- Born: 8 August 1893 Vancouver, British Columbia
- Died: 18 July 1971 (aged 77) Toronto, Ontario
- Spouse: Ethel Constance Blake ​ ​(m. 1918)​
- Allegiance: Canada
- Branch: Canadian Army Royal Canadian Air Force
- Service years: 1914–1945
- Rank: Lieutenant Colonel Group Captain
- Unit: 3rd Battalion (Toronto Regiment), CEF
- Commands: Toronto Regiment (1932–36)
- Conflicts: World War I World War II

= Ferdinand Marani =

Canadian architect (1893–1971)

Lieutenant Colonel Ferdinand Herbert Marani (8 August 1893 - 18 July 1971) was a Canadian architect, army officer, and air force officer. Marani began his studies in architecture at the University of Toronto in 1911, but left in 1914 to join the Canadian Army. After serving overseas in World War I, he returned to Toronto and in 1919 began practising architecture. Marani was a partner in several firms throughout his career. His firms excelled in corporate offices for banks and insurance companies, and designed primarily in Neoclassical and Georgian idioms.

Marani was wounded seriously in combat in 1916 and that year returned to Canada. He remained in the army after the war, and from 1932 to 1936 served as the commanding officer of the Toronto Regiment.
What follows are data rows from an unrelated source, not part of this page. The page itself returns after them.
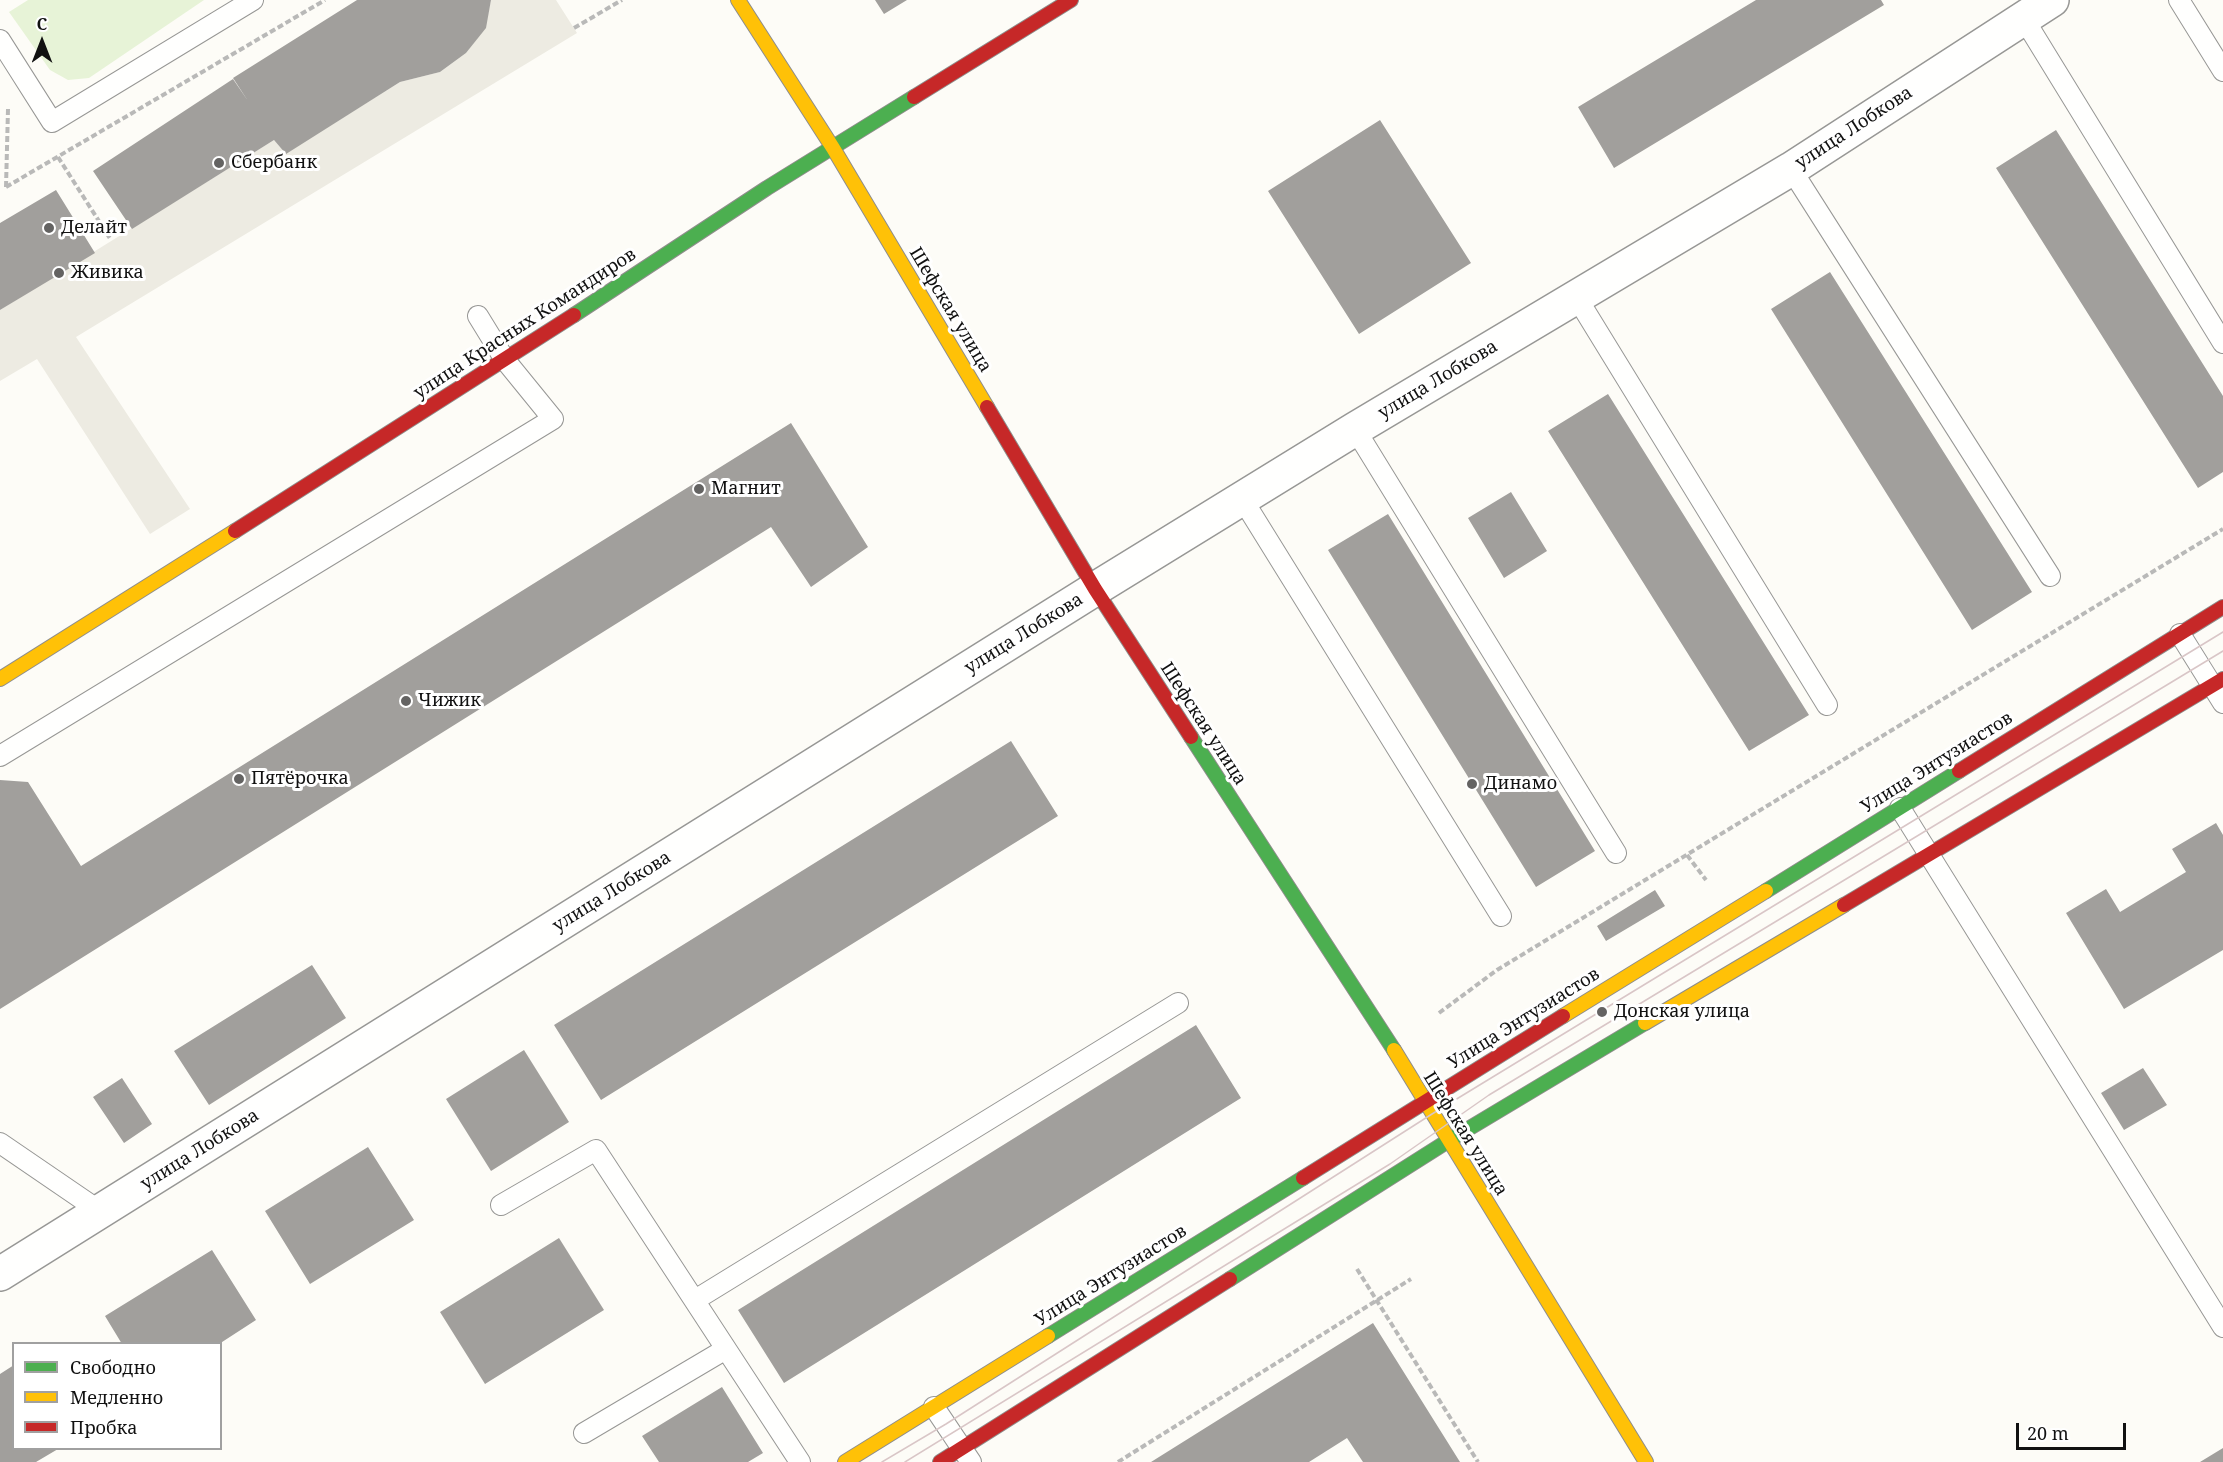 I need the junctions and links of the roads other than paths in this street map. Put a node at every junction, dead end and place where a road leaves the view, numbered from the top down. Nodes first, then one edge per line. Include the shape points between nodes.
1 (253, 0) edge
2 (738, 0) edge
3 (1071, 0) edge
4 (2052, 0) edge
5 (2179, 0) edge
6 (2024, 19) junction
7 (0, 40) edge
8 (2223, 71) edge
9 (833, 148) junction
10 (1791, 169) junction
11 (1577, 298) junction
12 (478, 316) dead end
13 (2223, 343) edge
14 (505, 360) junction
15 (1355, 429) junction
16 (1243, 500) junction
17 (2050, 576) dead end
18 (1095, 589) junction
19 (2223, 607) edge
20 (2180, 634) junction
21 (0, 679) edge
22 (2218, 682) edge
23 (2223, 703) edge
24 (1827, 705) dead end
25 (0, 756) edge
26 (1900, 808) junction
27 (1616, 853) dead end
28 (1928, 855) junction
29 (1501, 916) dead end
30 (1178, 1003) dead end
31 (1425, 1102) junction
32 (1448, 1141) junction
33 (0, 1143) edge
34 (501, 1205) dead end
35 (101, 1212) junction
36 (0, 1274) edge
37 (695, 1300) junction
38 (2223, 1327) edge
39 (726, 1349) junction
40 (934, 1407) junction
41 (584, 1433) dead end
42 (967, 1455) edge
43 (801, 1462) edge
44 (844, 1462) edge
45 (940, 1462) edge
46 (1646, 1462) edge

1 - 7 lane via 52,122
2 - 9 street, Шефская улица
3 - 9 street, улица Красных Командиров
4 - 6 street, улица Лобкова
5 - 8 lane
6 - 10 street, улица Лобкова
6 - 13 lane
9 - 14 street, улица Красных Командиров
9 - 18 street, Шефская улица
10 - 11 street, улица Лобкова
10 - 17 lane
11 - 15 street, улица Лобкова
11 - 24 lane
12 - 14 lane
14 - 21 street, улица Красных Командиров
14 - 25 lane via 553,420
15 - 16 street, улица Лобкова
15 - 27 lane
16 - 18 street, улица Лобкова
16 - 29 lane
18 - 31 street, Шефская улица
18 - 35 street, улица Лобкова
19 - 20 street, Улица Энтузиастов
20 - 22 lane
20 - 26 street, Улица Энтузиастов
22 - 23 lane
22 - 28 street
26 - 28 lane
26 - 31 street, Улица Энтузиастов
28 - 32 street
28 - 38 lane
30 - 37 lane
31 - 32 street, Шефская улица
31 - 40 street, Улица Энтузиастов
32 - 42 street
32 - 46 street, Шефская улица
33 - 35 lane
34 - 37 lane via 596,1150
35 - 36 street, улица Лобкова
37 - 39 lane
39 - 41 lane
39 - 43 lane
40 - 42 lane
40 - 44 street, Улица Энтузиастов
42 - 45 street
In 1940 he was transferred to the Royal Canadian Air Force. During World War II he served in Canada as a staff officer and designed special buildings for the air force.

== Biography ==
Ferdinand Herbert Marani was born on 8 August 1893 in Vancouver to Cesare James Marani (1860–1934) and Sarah Beatrice Mason (1871–1963). He had one younger brother, Geoffrey Rutherford Marani (1895–1987). Cesare was an engineer and at one point was an instructor at the University of Toronto school of architecture. Sarah was the daughter of John Herbert Mason (1827–1911), the founder of the Canada Permanent Mortgage Corporation. While Cesare Marani was Italian and Roman Catholic, Ferdinand and Geoffrey were raised Anglican by their English mother.
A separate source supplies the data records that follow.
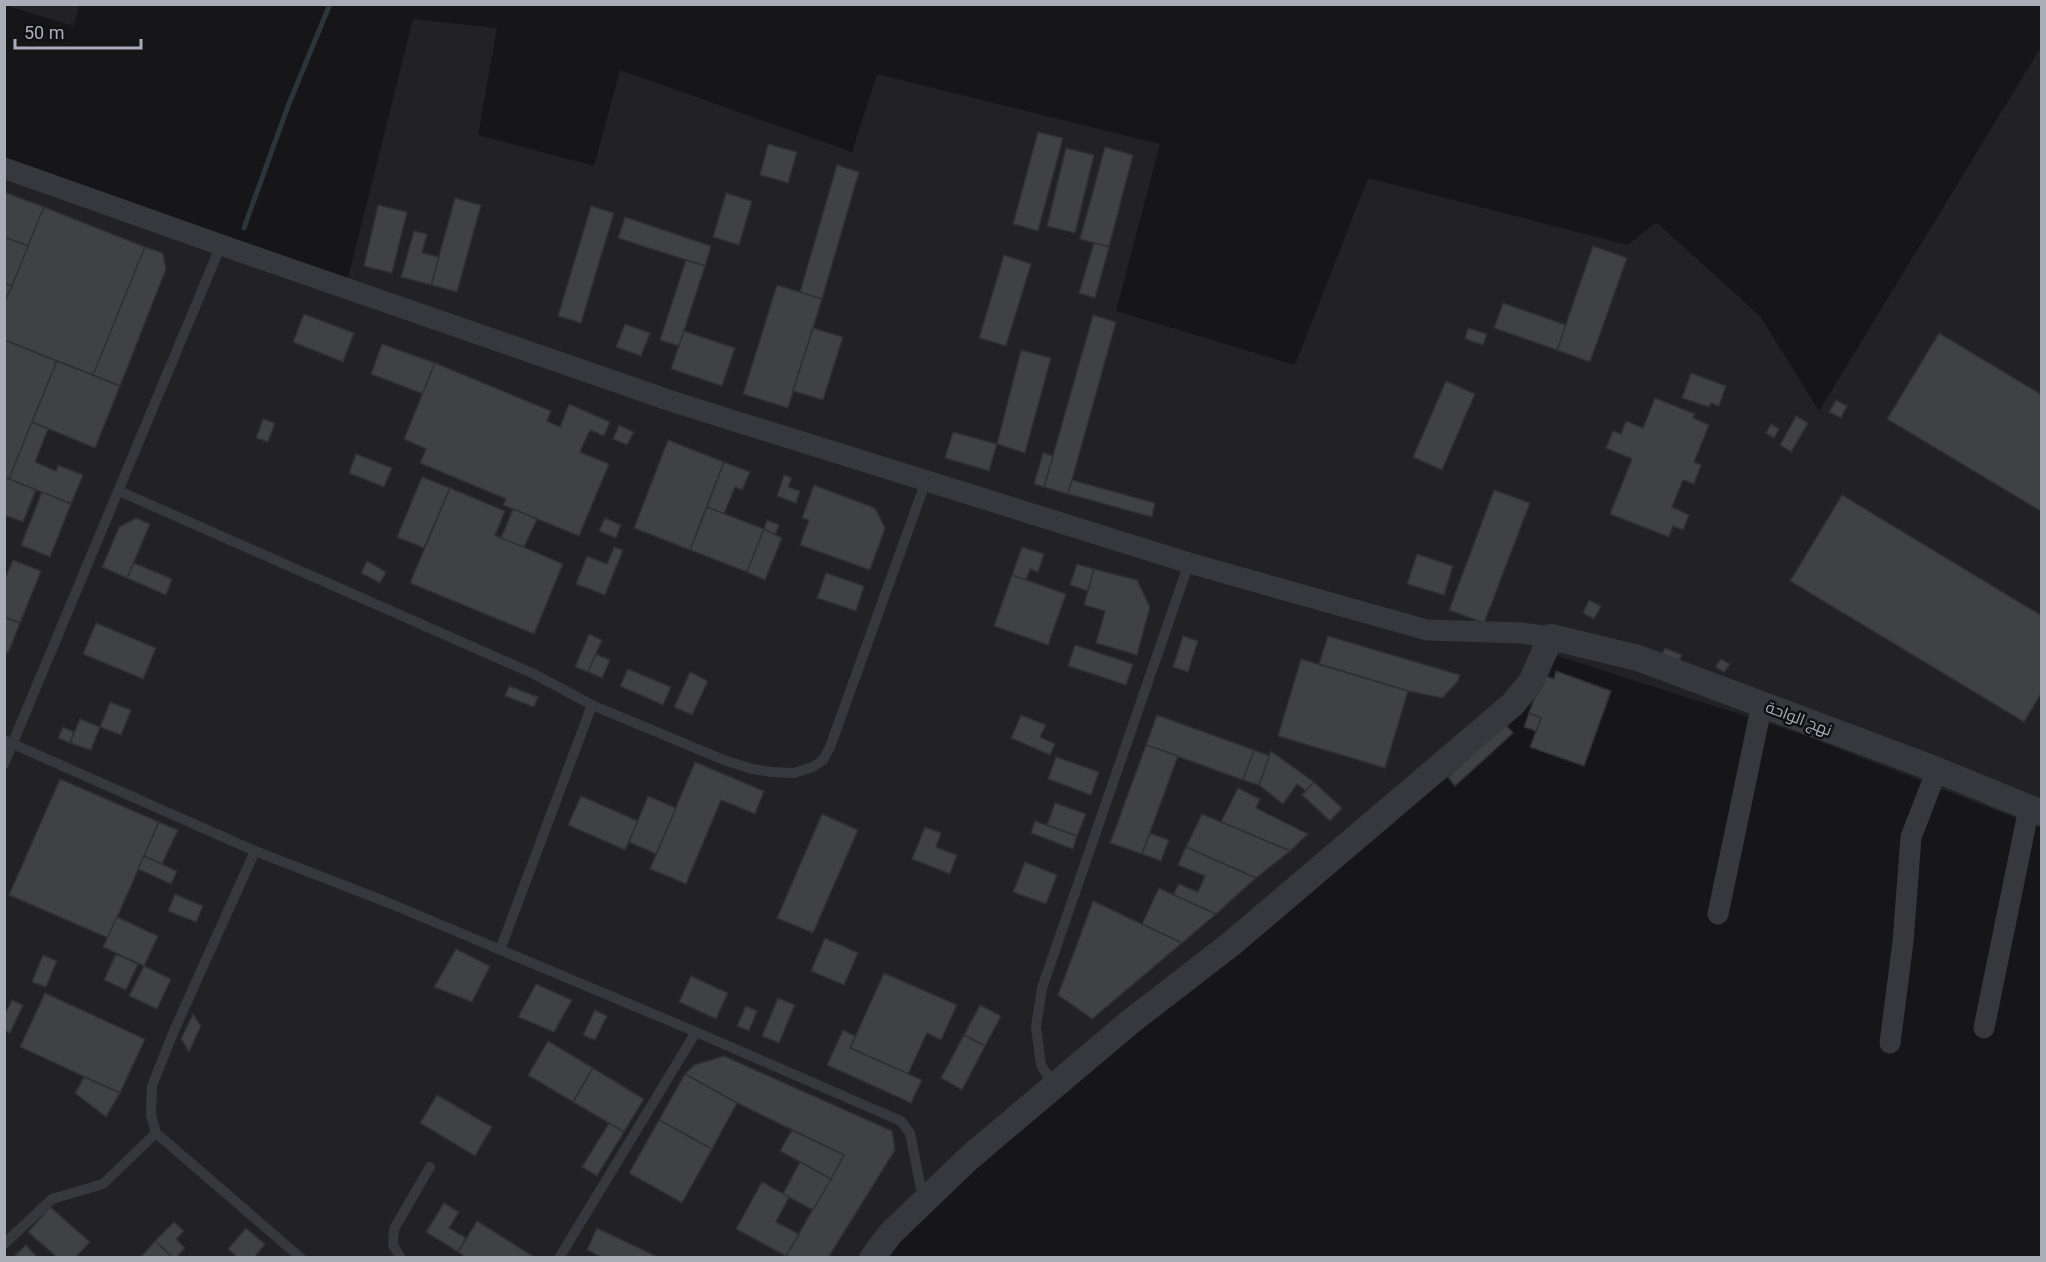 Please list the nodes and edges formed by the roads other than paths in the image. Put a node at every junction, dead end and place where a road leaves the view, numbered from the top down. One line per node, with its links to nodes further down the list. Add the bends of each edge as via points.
1 (4, 168): 2 (street)
2 (220, 245): 3 (street, via 674,402); 4 (lane)
3 (926, 481): 5 (street); 8 (lane, via 830,747 823,760 813,767 794,773 752,769)
4 (119, 491): 8 (lane, via 534,674); 9 (lane)
5 (1189, 563): 6 (street, via 1427,630); 19 (lane, via 1042,988 1036,1027 1041,1065)
6 (1551, 637): 7 (street, نهج الواحة, via 1638,658); 19 (street, via 1531,682 1513,704 1231,944)
7 (1762, 704): 11 (street, نهج الواحة); 14 (street)
8 (592, 705): 15 (lane)
9 (9, 742): 10 (lane); 13 (lane)
10 (4, 764)
11 (1937, 771): 12 (street, نهج الواحة); 18 (street, via 1911,837)
12 (2035, 810): 16 (street)
13 (255, 851): 15 (lane); 20 (lane, via 152,1086 151,1115)
14 (1718, 914)
15 (500, 950): 17 (lane)
16 (1984, 1028)
17 (696, 1032): 22 (lane, via 901,1121 910,1133); 26 (lane)
18 (1890, 1043)
19 (1054, 1087): 22 (street)
20 (156, 1133): 23 (lane, via 103,1184 52,1199); 24 (lane)
21 (430, 1167): 25 (lane, via 394,1229 393,1245)
22 (923, 1202): 27 (street)
23 (4, 1244)
24 (301, 1257)
25 (401, 1257)
26 (559, 1257)
27 (872, 1257)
On 11 July 1918, Marani married Ethel Constance Blake (1896–1979), the granddaughter of Edward Blake. The ceremony was conducted by Henry John Cody at St. Paul's, Bloor Street. They had two children, Elisabeth and Peter (1934–2007). In 1955, Elisabeth married James Bacque, a prominent Toronto author and publisher. Ferdinand Marani died at the Toronto General Hospital on Sunday, 18 July 1971, less than a month short of his 78th birthday. The funeral was held on 21 July at the A. W. Miles Chapel. Marani was interred at Mount Pleasant Cemetery.